* ABOUT THIS EXERCISE *
Each line of the data below that holds the word "Каюма" is to be reported in full.

[Data items]
☆ ☆ ☆

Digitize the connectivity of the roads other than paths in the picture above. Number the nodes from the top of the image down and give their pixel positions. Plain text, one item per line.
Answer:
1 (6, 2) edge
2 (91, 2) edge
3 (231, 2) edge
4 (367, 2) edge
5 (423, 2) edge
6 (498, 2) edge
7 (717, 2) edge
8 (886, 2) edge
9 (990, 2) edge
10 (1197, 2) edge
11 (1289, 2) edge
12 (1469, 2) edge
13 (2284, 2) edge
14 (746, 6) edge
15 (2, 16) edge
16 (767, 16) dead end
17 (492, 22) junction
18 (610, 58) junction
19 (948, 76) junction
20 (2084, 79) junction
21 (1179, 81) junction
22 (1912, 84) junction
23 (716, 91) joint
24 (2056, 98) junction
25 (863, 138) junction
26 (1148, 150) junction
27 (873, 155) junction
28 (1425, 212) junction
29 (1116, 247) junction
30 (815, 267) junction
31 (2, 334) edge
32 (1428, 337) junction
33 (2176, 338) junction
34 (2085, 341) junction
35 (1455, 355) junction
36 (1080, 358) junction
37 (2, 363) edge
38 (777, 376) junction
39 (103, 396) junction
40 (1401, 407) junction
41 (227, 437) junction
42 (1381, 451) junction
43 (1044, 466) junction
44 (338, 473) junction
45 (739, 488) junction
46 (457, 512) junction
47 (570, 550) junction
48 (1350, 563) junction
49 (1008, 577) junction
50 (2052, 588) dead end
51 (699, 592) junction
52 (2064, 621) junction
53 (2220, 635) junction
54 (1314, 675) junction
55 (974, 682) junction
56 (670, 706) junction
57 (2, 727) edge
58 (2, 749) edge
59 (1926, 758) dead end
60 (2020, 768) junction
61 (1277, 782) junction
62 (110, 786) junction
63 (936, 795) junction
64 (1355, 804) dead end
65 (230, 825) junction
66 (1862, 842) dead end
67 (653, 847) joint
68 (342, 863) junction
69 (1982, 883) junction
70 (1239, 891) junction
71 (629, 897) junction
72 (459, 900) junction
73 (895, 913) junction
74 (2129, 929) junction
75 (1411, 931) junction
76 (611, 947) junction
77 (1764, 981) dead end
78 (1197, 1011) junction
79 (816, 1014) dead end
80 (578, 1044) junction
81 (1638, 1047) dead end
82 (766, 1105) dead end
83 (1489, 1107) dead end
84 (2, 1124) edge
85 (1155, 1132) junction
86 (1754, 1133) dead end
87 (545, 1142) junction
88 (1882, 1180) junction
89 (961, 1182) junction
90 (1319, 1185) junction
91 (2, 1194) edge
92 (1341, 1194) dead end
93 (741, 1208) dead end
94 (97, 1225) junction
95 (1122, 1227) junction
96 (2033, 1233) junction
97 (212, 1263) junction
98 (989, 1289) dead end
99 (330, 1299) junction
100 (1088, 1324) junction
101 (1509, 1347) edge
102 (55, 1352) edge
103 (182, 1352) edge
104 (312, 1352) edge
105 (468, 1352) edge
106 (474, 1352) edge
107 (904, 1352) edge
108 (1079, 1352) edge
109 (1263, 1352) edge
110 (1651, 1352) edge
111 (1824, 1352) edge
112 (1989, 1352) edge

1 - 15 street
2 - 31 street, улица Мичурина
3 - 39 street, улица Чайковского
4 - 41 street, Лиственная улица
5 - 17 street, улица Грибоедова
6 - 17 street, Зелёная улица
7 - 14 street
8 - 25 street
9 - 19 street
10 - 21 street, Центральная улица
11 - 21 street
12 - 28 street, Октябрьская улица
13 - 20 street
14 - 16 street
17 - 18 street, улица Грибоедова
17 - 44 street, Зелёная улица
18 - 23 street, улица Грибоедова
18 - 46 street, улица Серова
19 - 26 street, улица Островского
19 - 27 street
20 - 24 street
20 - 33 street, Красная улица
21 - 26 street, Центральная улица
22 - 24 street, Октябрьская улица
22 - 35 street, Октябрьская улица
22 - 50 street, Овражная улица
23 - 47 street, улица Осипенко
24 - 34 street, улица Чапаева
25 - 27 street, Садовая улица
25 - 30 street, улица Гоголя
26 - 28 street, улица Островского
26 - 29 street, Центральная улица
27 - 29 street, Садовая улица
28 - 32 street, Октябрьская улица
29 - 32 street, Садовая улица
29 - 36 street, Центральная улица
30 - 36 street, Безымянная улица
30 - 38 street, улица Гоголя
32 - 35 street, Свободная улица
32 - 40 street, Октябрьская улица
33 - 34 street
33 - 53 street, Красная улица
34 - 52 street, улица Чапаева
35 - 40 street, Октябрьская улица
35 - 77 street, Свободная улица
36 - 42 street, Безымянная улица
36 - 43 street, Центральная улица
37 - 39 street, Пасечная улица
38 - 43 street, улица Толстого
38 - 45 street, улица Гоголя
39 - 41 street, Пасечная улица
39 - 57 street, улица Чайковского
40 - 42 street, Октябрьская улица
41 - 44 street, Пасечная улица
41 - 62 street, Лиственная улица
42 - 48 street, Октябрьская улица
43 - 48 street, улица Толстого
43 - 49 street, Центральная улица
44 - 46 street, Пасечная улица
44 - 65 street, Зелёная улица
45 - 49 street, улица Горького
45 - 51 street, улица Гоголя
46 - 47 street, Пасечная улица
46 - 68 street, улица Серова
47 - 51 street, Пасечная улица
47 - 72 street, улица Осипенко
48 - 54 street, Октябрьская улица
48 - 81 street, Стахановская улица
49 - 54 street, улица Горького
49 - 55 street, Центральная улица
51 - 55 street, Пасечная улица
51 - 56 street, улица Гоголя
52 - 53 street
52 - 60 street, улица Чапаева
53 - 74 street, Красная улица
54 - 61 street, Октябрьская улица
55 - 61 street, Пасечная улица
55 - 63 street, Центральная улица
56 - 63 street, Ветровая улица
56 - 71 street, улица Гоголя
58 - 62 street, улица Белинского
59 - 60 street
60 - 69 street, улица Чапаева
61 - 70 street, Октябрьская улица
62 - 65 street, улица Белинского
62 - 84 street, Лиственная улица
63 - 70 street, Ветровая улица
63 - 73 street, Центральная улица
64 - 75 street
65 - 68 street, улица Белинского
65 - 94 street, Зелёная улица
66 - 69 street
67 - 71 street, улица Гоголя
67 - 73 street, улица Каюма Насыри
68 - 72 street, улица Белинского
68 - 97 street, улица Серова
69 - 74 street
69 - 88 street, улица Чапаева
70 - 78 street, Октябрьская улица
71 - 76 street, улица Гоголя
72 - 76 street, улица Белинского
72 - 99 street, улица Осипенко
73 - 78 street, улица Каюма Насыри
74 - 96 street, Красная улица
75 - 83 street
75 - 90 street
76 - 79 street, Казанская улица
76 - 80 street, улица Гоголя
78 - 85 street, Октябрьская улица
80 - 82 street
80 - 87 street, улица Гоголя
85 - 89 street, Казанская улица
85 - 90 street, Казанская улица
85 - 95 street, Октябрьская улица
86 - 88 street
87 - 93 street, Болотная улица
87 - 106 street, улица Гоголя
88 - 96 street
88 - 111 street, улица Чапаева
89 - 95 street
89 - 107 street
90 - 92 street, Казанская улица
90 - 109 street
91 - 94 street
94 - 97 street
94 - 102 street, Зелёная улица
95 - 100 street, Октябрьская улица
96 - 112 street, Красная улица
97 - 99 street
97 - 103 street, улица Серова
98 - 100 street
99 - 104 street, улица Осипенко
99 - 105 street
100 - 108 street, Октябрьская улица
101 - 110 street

☆ ☆ ☆

* YOUR SOLUTION *
67 - 73 street, улица Каюма Насыри
73 - 78 street, улица Каюма Насыри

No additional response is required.